I have nooo clue what to do for this one. Can someone please show me the steps?
Well, the component of force horiontal, doing the pulling is 31cosTheta.
Forcehorizontal= mass* acceleration
solve for acceleration.
Now it asks for the normal force exerted on the mass by the floor. Do I need to use the acceleration for that?
To find the magnitude of the acceleration of the block, we can break down the given force into its horizontal and vertical components.
1. Resolve the force into its vertical and horizontal components:
Given force = 31.0 N at an angle of 26.3° above the horizontal.
Vertical component: Fv = F × sin θ
Fv = 31.0 N × sin(26.3°)
Horizontal component: Fh = F × cos θ
Fh = 31.0 N × cos(26.3°)
2. Now, let's apply Newton's second law of motion, which states that the net force acting on an object is equal to the product of its mass and acceleration.
∑F = m × a
3. Since the horizontal surface is frictionless, the only force acting on the block is the horizontal component of the applied force (Fh = 31.0 N × cos(26.3°)).

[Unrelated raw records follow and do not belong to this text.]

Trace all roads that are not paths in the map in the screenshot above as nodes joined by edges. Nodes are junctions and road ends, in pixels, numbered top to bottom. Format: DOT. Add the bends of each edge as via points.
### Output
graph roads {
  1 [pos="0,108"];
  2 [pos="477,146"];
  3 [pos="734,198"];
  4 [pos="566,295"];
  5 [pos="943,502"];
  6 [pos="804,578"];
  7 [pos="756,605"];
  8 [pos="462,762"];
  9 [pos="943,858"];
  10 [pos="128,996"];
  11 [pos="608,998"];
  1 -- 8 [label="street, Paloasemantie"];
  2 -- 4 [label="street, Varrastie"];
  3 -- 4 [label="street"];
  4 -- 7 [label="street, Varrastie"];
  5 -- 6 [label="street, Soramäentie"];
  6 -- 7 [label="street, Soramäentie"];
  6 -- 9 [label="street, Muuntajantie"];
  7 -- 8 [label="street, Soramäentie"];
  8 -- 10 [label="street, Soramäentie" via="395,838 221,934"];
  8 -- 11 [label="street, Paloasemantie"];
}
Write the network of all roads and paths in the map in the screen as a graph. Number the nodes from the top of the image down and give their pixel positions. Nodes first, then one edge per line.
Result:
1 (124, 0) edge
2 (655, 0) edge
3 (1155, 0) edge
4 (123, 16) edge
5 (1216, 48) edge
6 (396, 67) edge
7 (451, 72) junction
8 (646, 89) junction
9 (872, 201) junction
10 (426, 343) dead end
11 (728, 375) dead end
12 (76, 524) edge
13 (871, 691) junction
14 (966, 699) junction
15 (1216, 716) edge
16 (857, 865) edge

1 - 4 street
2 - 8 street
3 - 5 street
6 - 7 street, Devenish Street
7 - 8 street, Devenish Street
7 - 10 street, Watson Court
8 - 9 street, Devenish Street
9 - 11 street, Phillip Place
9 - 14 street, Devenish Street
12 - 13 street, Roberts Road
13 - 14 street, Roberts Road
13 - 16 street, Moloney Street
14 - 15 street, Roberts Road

Therefore, the net force (Fnet) is equal to the horizontal component of the applied force (Fh = 31.0 N × cos(26.3°)).
Fnet = Fh = 31.0 N × cos(26.3°)
4. Substitute the values into Newton's second law and solve for acceleration:
Fnet = m × a
31.0 N × cos(26.3°) = 7.5 kg × a
To find the magnitude of the acceleration (a), divide both sides by 7.5 kg:
a = (31.0 N × cos(26.3°)) / 7.5 kg
5. Calculate the value of acceleration using a calculator:
a = (31.0 N × cos(26.3°)) / 7.5 kg
The calculated value will give you the magnitude of the acceleration of the block.